▸ Exercise requirements
Using the listing below, extract each line that has the word "nodes" in it.

▸ Records provided
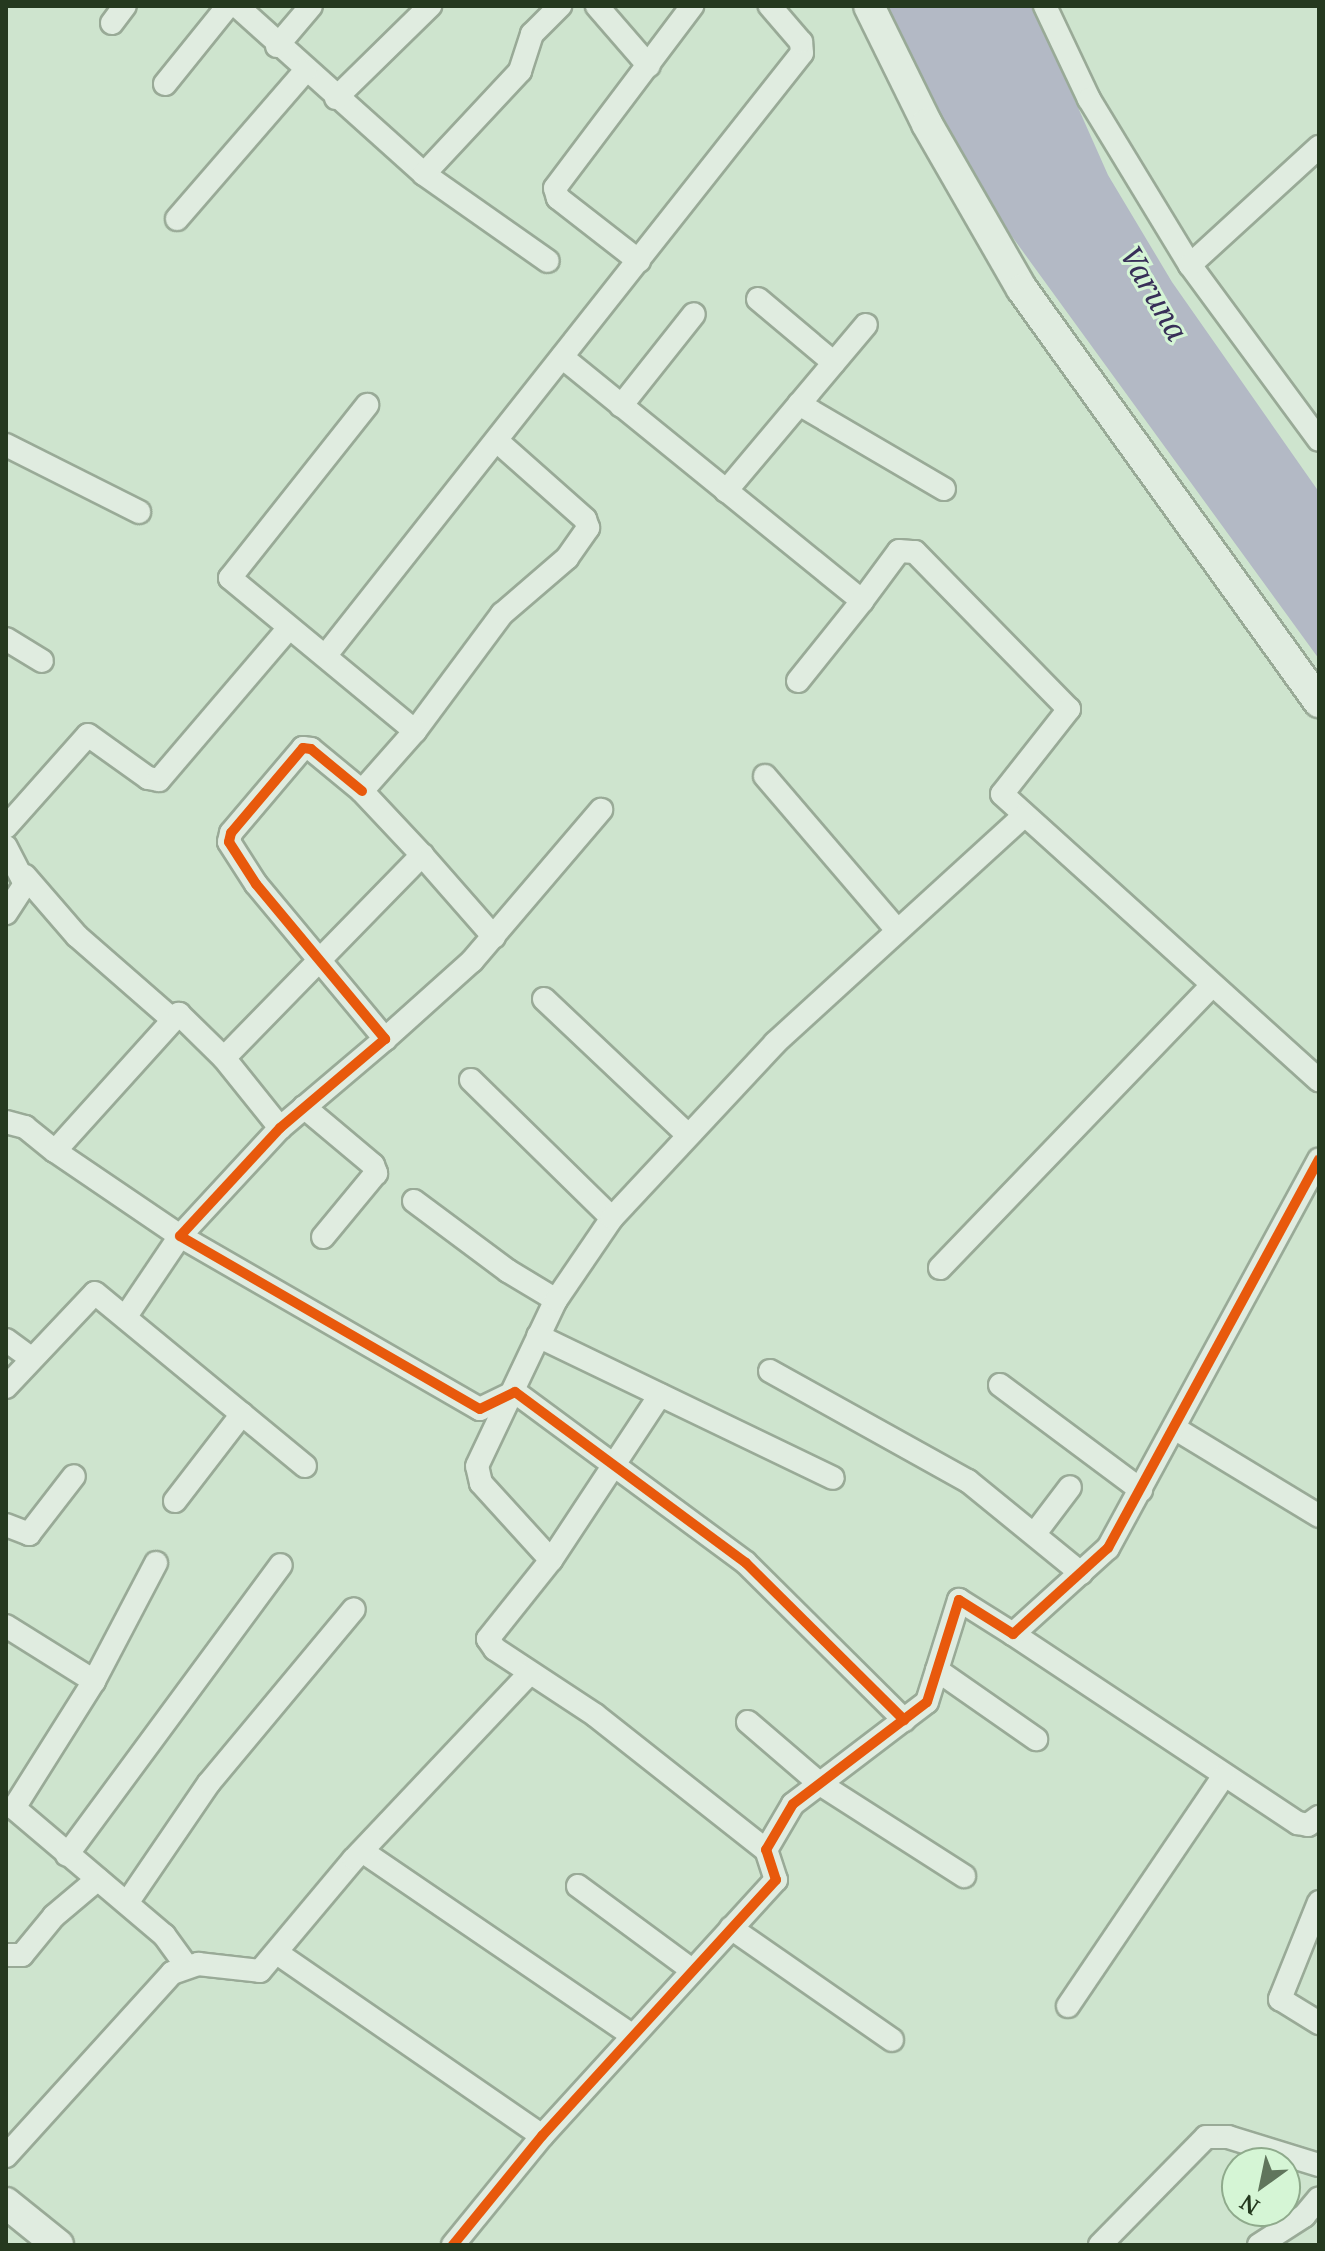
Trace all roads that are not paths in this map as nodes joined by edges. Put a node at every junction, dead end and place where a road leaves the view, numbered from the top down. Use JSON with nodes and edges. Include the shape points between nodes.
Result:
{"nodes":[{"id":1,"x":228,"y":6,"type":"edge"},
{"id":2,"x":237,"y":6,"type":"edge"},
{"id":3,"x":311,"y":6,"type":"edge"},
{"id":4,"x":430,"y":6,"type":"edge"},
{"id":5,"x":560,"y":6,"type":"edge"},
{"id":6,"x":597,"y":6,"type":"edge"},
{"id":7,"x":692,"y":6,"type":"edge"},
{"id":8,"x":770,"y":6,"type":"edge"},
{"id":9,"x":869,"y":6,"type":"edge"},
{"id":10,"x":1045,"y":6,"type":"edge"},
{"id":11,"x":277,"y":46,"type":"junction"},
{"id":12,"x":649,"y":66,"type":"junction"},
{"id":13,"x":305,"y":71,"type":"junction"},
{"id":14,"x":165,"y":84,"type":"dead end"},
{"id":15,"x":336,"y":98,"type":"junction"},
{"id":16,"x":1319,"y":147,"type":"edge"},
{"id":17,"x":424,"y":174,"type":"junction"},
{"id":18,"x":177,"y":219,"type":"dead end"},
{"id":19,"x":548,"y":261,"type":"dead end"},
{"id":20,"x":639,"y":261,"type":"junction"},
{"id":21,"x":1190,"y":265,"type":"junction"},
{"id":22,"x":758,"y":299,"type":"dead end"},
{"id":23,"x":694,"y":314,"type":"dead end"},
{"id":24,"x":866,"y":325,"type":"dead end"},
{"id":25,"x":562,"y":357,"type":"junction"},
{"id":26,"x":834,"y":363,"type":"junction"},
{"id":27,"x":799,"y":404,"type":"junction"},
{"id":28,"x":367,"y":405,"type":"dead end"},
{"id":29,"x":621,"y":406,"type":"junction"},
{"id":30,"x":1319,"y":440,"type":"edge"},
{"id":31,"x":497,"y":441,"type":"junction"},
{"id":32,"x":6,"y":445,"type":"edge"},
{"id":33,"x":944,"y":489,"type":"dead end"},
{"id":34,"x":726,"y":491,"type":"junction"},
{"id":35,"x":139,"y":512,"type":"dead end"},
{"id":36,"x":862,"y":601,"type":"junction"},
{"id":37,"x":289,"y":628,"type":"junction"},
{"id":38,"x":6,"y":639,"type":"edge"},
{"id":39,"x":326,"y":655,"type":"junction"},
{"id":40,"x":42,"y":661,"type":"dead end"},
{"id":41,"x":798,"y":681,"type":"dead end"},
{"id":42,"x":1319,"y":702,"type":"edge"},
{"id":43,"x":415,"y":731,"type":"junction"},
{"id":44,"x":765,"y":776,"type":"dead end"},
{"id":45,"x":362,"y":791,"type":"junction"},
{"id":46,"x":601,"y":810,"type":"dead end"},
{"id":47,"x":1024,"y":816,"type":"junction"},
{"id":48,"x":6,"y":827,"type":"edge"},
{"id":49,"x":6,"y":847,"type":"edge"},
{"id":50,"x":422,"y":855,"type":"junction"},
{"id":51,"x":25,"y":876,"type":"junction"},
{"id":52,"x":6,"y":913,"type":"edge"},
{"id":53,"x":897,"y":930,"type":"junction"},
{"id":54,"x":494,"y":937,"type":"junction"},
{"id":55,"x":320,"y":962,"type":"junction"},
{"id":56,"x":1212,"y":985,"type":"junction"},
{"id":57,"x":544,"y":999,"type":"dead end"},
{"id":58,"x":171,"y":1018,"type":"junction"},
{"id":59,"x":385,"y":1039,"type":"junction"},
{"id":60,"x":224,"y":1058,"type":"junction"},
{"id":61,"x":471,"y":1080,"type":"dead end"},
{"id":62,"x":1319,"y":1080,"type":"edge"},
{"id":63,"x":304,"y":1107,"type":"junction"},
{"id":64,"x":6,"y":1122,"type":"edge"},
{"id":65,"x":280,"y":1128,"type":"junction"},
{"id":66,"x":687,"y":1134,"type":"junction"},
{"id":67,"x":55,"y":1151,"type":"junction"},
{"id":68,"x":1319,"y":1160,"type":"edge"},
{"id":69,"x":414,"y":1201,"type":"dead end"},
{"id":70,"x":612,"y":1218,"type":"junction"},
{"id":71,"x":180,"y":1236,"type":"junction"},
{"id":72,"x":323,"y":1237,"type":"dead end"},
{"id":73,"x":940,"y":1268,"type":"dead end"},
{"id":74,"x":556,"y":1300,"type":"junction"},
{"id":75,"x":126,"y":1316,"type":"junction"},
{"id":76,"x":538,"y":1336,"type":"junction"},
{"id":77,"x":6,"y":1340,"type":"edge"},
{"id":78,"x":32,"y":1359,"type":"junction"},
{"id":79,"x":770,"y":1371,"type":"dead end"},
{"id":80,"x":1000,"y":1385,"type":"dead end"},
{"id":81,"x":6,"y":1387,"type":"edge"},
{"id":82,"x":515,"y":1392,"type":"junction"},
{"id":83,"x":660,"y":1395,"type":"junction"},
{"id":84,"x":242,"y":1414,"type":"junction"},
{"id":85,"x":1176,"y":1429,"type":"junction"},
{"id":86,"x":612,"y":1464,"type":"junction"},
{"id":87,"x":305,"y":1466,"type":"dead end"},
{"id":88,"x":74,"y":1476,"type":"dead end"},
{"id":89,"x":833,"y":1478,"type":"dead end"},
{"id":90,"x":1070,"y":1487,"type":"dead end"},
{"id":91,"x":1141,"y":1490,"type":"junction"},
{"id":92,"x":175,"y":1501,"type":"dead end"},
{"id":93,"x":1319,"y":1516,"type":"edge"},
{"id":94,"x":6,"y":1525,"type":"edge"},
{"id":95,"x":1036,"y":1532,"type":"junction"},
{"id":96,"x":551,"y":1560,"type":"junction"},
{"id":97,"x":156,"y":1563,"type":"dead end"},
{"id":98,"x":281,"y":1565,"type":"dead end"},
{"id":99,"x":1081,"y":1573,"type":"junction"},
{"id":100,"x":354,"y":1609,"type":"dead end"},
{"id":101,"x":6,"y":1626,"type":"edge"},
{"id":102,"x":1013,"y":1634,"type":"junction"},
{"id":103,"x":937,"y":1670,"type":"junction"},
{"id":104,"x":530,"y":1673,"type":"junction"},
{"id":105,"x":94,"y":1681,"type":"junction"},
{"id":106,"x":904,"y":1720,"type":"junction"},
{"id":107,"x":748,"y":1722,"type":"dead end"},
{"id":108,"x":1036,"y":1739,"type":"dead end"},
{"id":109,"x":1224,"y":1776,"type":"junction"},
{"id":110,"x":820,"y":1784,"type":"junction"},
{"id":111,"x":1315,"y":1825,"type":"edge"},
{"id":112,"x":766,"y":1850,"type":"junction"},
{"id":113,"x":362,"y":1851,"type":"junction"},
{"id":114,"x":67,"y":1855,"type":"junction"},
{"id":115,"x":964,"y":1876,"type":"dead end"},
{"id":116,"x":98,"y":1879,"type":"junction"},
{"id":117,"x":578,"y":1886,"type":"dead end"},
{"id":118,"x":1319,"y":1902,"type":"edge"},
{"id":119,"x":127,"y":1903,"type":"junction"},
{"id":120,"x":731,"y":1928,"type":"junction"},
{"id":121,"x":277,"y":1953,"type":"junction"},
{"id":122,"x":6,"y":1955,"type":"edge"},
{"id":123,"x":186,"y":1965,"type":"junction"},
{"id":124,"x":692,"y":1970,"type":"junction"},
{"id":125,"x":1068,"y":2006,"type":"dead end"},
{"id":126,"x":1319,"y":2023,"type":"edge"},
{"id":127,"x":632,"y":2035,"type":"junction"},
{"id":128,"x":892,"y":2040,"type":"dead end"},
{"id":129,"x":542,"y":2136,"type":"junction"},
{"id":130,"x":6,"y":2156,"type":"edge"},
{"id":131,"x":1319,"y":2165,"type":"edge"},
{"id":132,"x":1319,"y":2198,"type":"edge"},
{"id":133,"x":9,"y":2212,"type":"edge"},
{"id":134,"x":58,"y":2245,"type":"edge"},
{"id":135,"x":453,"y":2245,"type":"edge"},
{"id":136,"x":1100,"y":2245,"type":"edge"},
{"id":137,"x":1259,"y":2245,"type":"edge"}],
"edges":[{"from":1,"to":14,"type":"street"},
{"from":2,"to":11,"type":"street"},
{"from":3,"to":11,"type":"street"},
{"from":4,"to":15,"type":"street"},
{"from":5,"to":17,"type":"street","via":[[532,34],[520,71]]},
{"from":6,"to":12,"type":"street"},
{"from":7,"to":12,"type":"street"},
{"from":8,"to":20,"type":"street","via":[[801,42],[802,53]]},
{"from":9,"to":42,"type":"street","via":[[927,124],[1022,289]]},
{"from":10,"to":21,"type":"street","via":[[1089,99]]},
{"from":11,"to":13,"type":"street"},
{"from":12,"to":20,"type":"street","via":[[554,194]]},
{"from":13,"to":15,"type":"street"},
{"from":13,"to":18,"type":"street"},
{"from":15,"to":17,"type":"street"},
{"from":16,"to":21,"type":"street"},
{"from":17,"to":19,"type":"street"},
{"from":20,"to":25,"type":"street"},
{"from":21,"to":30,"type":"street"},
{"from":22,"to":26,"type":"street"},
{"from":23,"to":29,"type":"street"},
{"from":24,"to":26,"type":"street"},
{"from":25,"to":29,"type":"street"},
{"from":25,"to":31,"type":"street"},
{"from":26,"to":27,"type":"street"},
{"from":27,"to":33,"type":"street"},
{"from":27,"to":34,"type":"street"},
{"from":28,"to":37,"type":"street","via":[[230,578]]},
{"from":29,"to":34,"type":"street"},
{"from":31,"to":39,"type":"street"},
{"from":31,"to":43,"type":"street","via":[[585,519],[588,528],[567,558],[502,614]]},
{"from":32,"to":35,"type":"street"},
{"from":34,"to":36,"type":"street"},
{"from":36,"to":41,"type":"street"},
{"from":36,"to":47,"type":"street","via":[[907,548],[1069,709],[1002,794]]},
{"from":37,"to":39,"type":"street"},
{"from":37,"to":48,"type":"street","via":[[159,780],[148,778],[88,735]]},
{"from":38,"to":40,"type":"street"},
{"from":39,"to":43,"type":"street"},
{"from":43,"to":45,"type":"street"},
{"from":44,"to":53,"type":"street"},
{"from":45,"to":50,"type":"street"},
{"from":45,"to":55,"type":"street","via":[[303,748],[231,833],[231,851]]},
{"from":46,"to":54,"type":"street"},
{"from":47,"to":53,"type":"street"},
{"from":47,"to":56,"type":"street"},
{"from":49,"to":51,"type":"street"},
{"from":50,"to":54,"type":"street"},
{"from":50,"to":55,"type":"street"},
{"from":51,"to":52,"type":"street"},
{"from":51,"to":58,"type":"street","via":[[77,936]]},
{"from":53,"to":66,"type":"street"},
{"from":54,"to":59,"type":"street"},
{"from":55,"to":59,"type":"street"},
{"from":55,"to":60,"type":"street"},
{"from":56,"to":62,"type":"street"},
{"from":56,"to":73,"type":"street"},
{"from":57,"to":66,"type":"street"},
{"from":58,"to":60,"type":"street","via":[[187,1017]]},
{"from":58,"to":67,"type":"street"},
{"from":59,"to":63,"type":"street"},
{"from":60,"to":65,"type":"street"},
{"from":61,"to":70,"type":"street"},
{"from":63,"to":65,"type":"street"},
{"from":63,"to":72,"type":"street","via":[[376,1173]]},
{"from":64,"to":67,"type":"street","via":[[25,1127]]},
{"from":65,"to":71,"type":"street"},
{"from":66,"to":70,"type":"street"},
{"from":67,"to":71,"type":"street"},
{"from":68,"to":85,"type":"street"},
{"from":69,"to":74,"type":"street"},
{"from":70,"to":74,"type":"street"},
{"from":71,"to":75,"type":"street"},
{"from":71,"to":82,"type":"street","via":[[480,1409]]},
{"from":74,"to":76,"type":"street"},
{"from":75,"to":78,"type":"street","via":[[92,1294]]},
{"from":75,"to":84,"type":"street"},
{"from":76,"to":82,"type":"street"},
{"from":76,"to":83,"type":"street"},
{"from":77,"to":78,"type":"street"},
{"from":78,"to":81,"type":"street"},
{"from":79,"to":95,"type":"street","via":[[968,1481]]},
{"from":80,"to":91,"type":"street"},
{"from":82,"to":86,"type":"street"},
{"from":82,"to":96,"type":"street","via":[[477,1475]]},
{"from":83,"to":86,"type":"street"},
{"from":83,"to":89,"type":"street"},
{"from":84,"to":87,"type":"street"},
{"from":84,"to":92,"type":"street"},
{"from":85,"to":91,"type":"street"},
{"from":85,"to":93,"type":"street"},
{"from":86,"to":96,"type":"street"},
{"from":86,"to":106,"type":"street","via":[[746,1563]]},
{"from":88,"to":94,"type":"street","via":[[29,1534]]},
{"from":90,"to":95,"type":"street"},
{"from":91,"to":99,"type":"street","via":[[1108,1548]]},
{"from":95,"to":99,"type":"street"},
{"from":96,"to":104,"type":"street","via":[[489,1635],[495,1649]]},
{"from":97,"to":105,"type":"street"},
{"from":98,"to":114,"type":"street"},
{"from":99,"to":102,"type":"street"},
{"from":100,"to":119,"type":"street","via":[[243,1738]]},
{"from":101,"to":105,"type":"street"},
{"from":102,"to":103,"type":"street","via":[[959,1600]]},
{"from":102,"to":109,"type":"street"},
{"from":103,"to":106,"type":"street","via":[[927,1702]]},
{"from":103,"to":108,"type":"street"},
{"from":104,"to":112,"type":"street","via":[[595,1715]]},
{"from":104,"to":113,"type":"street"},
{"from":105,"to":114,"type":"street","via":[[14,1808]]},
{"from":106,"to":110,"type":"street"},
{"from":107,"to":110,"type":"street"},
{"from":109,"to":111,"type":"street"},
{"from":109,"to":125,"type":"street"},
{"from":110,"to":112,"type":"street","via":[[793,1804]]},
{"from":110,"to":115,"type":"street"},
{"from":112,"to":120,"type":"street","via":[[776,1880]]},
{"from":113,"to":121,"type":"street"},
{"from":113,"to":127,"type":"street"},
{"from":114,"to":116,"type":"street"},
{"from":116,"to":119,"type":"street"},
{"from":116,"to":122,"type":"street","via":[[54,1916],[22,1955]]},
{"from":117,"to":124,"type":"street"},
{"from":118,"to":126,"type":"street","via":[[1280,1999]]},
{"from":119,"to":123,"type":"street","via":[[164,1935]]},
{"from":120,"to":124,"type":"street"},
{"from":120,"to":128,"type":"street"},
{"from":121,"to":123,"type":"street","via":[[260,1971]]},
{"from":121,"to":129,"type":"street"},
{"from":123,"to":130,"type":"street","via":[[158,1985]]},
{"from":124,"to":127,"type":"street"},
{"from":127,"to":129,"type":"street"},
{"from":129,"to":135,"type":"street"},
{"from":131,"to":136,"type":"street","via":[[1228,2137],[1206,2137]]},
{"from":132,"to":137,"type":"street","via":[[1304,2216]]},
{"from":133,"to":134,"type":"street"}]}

▸ Solution to this task
Trace all roads that are not paths in this map as nodes joined by edges. Put a node at every junction, dead end and place where a road leaves the view, numbered from the top down. Use JSON with nodes and edges. Include the shape points between nodes.
{"nodes":[{"id":1,"x":228,"y":6,"type":"edge"},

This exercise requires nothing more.